*About this exercise:* Supply the number of lines below containing "roads", nothing else.

━━━━━━━━━━

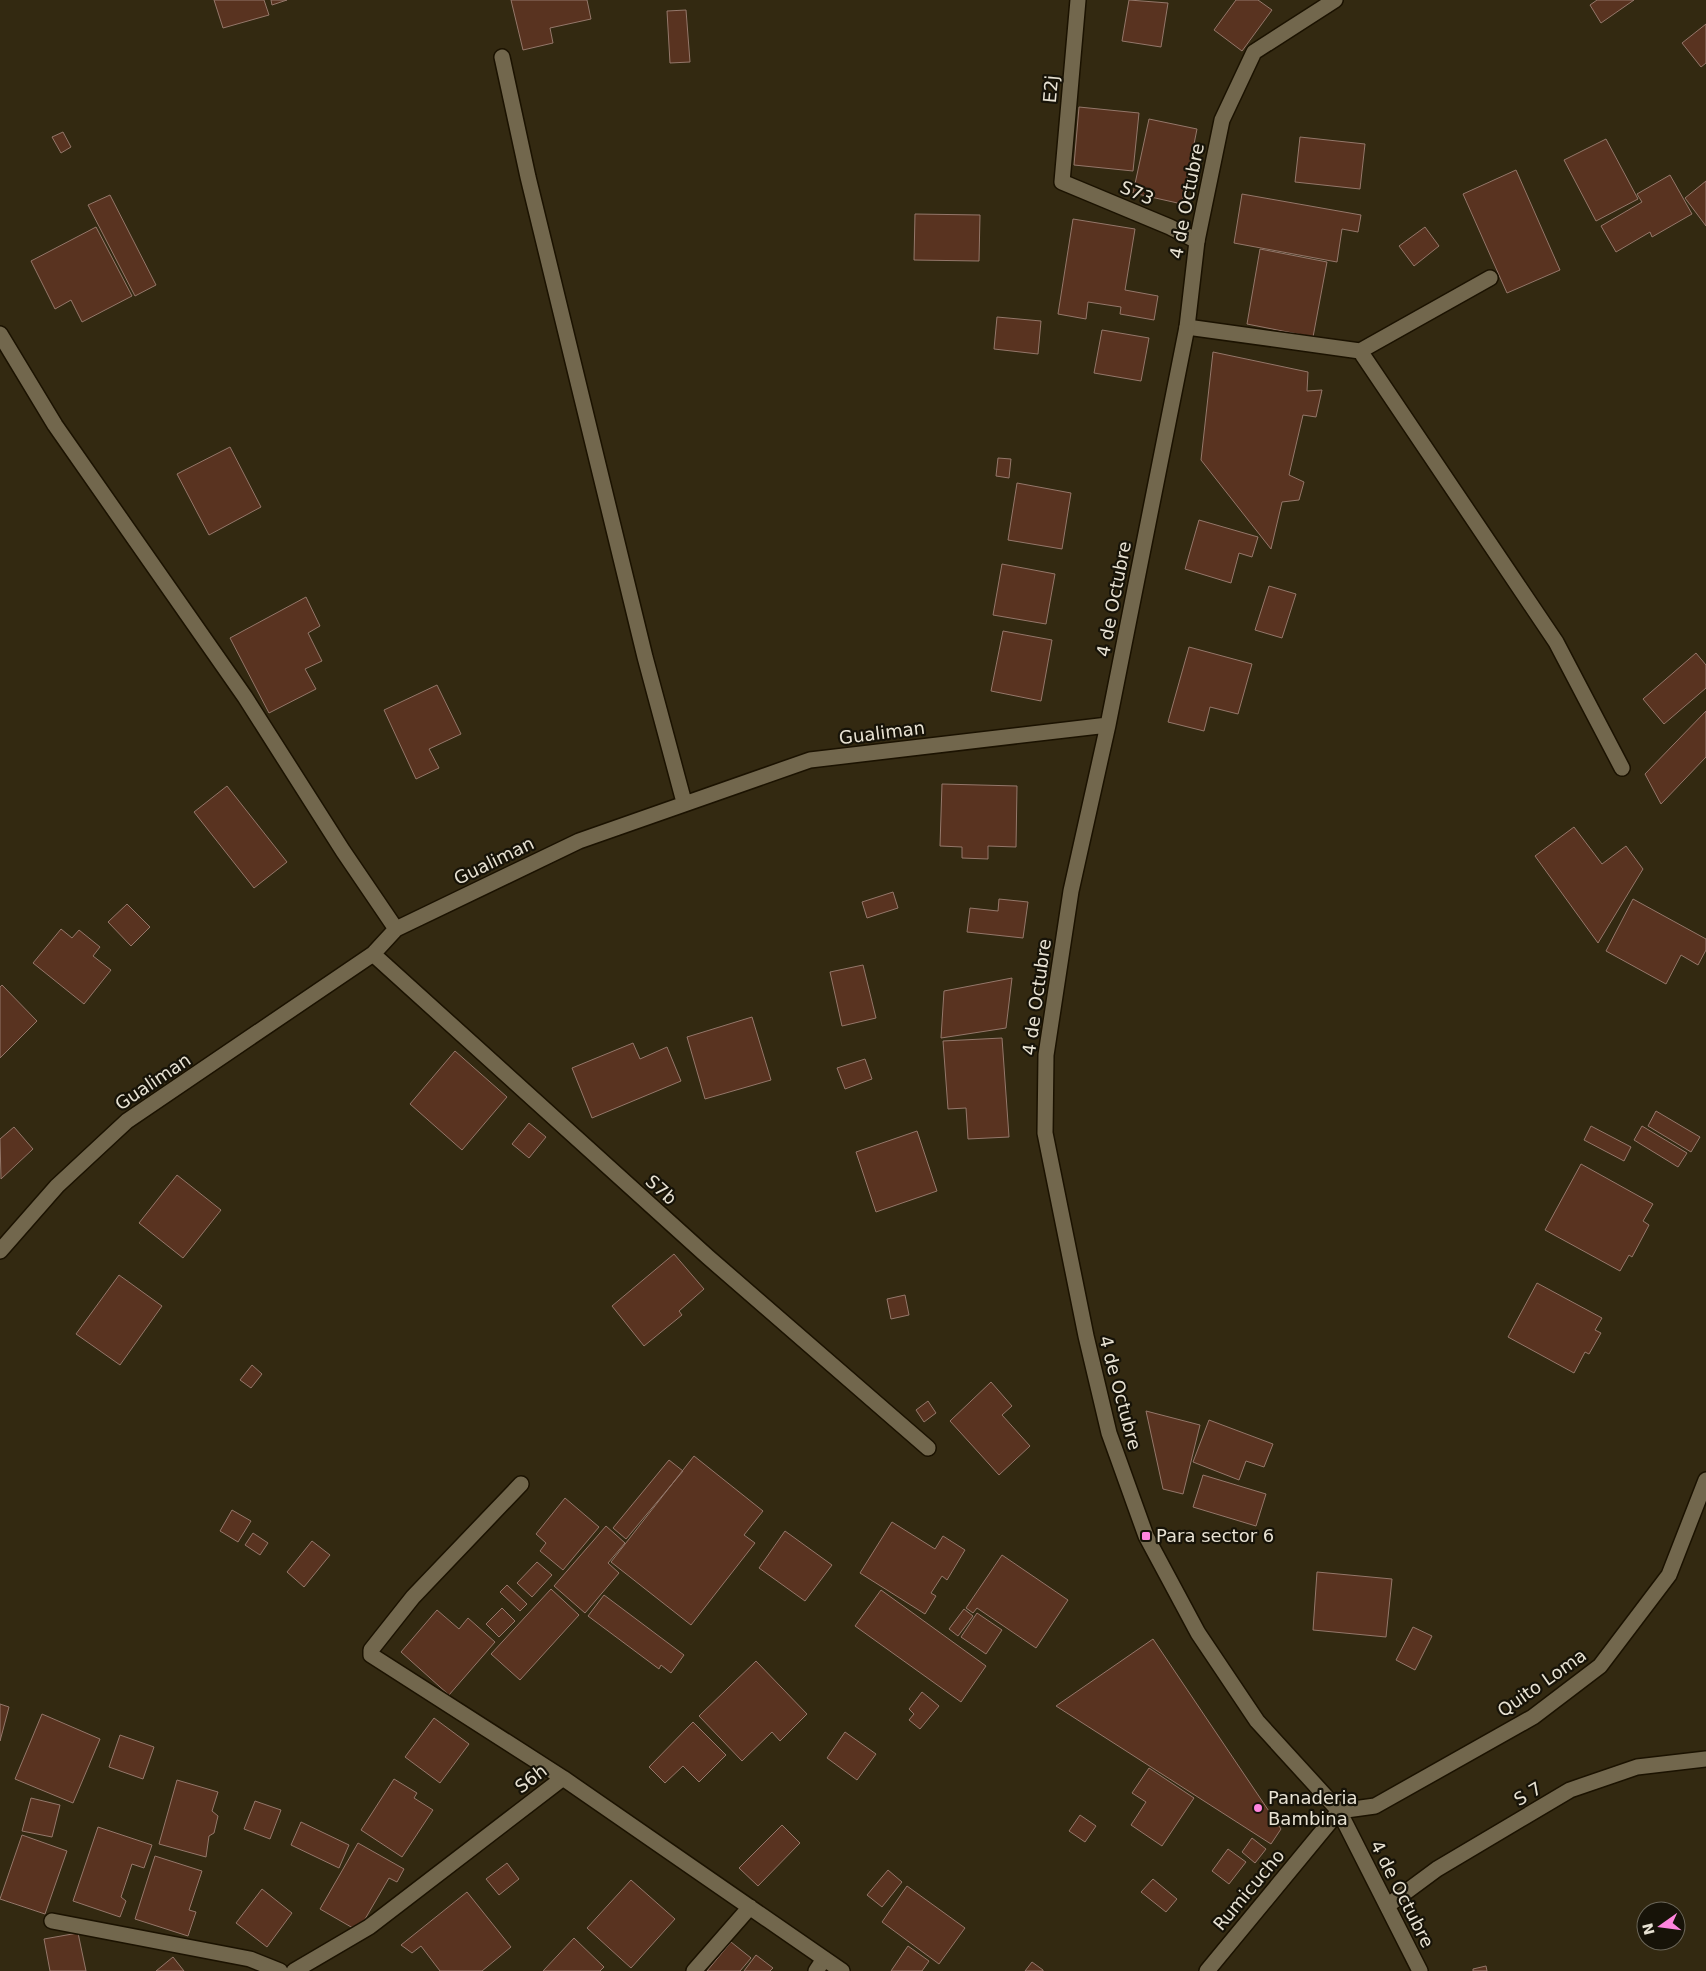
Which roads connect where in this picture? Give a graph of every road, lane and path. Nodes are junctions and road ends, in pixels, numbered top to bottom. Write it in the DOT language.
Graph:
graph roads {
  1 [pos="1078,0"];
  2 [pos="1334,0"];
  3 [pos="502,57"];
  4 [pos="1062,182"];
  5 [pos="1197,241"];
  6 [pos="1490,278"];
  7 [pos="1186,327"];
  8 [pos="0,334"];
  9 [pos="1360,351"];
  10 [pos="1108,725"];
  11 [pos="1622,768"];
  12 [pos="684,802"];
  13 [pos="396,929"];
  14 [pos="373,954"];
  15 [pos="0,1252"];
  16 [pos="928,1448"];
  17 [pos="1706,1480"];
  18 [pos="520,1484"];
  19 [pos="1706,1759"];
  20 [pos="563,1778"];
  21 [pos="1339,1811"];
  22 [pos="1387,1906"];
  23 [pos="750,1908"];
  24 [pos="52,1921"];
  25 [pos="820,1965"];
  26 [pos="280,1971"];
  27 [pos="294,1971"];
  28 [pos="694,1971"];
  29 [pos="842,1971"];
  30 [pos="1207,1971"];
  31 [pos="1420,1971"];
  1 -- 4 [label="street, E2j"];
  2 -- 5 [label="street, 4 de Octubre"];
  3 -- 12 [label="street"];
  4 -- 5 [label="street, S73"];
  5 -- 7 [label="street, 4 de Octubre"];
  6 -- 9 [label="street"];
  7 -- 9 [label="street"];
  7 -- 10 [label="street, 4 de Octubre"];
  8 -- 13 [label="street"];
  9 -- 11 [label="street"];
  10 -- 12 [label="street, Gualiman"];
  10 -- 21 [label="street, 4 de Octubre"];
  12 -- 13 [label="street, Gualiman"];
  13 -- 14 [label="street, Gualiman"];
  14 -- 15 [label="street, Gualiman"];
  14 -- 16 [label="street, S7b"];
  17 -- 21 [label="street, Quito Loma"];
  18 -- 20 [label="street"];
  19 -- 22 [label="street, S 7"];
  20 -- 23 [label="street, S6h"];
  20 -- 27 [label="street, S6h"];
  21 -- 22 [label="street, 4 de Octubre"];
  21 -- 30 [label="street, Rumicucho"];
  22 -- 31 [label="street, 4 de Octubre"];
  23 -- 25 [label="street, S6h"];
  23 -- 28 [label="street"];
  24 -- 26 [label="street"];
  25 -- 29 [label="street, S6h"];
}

━━━━━━━━━━

*Result of this exercise:* 2